Chaque fois qu'une nouvelle série surgit, tournant à plein régime, je me demande – presque involontairement – si c'est mieux que Hiromu ArakawaLe magnum opus de. La réponse est toujours non. En termes simples, Alchimiste Fullmetal il ne s'est pas contenté de relever la barre ; cela a reprogrammé la chimie de mon cerveau pour ce que peut être l'anime.
Au cours des décennies qui ont suivi sa finale, il est devenu mon porte-drapeau de grandeur, la rubrique par rapport à laquelle chaque anime ultérieur est mesuré. Et à ce jour, aucun anime n’a jamais régné aussi durement ou aussi complètement qu’il l’a fait. Le gouffre entre celui-ci et les autres émissions ne fait que devenir plus apparent à chaque fois que je le revisite.
Alchimiste Fullmetal raconte l'histoire d'Edward et d'Alphonse Elric, deux frères qui, le 3 octobre 1911, ont payé le prix ultime pour s'être mêlés de l'alchimie, ce qui se rapproche le plus de la magie au monde, dans une tentative désespérée de ramener leur mère d'entre les morts. Les conséquences brutales de leur naïveté sont la perte du bras et de la jambe droits d'Ed ainsi que du corps entier d'Alphone.

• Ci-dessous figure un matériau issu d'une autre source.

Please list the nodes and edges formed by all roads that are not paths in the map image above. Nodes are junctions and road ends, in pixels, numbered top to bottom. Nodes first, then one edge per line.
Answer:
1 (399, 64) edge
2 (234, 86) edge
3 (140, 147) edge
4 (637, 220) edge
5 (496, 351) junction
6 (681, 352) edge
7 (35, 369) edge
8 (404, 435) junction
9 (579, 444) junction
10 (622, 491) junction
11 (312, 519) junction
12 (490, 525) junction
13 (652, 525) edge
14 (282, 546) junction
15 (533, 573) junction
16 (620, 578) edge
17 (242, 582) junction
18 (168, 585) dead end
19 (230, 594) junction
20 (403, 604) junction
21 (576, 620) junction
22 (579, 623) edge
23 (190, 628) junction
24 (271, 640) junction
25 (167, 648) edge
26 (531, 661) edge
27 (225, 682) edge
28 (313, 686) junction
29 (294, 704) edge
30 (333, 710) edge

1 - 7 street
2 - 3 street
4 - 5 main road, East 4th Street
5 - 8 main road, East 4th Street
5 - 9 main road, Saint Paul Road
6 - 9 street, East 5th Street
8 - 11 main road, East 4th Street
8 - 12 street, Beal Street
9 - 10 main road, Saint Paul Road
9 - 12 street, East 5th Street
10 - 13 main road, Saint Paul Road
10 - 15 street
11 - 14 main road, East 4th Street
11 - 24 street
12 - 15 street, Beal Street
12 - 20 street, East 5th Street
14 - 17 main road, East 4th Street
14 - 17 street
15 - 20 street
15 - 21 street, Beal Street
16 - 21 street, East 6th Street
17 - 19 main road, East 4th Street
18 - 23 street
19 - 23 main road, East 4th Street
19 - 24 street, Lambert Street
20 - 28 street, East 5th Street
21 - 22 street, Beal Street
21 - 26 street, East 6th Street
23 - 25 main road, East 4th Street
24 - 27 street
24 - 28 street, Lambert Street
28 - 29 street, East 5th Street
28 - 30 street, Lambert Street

Équipés respectivement de prothèses automatiques et d'une armure complète, les frères partent à la recherche de la pierre philosophale, un artefact alchimique très convoité qui aurait le pouvoir de restaurer ce qu'ils ont perdu.
En cours de route, les Elrics gagnent des alliés parmi les alchimistes d’État, se heurtent aux incarnations littérales des sept péchés capitaux et affrontent des zones grises morales dans le contexte sombre d’un monde à jamais déformé par l’horrible prix du pouvoir.

Appel Alchimiste Fullmetal le plus grand anime de tous les temps est à peu près aussi froid et discutable que possible. Son statut GOAT est si largement accepté qu'un rapide défilement MaListeAnime le solidifie presque en tant qu’élément permanent du panthéon de l’anime le plus apprécié jamais réalisé. S'il n'est pas au sommet, il figure au moins dans le top cinq des décennies qui ont suivi sa première. C'est le genre de série que les fans chevronnés placent instinctivement sur la liste restreinte des recommandations de passerelle au même titre que Menace de mort parce que c'est une vitrine complète de tout ce que le média a à offrir et plus encore.
Beaucoup de FMALa réputation de doit beaucoup au superbe talent artistique de Os de studio et La divine partition orchestrale d'Akira Senjubien sûr, mais le reste vient de l’histoire elle-même. FMA est résolument politique, moralement enchevêtré et profondément humain d'une manière que la plupart des shonen n'oseraient jamais l'être. De plus, la narration absurdement résonante d'Arakawa s'étend bien au-delà des frères Elric, touchant chaque recoin de son ensemble, « bon ou mauvais », d'une manière qui brouille les lignes presque immédiatement.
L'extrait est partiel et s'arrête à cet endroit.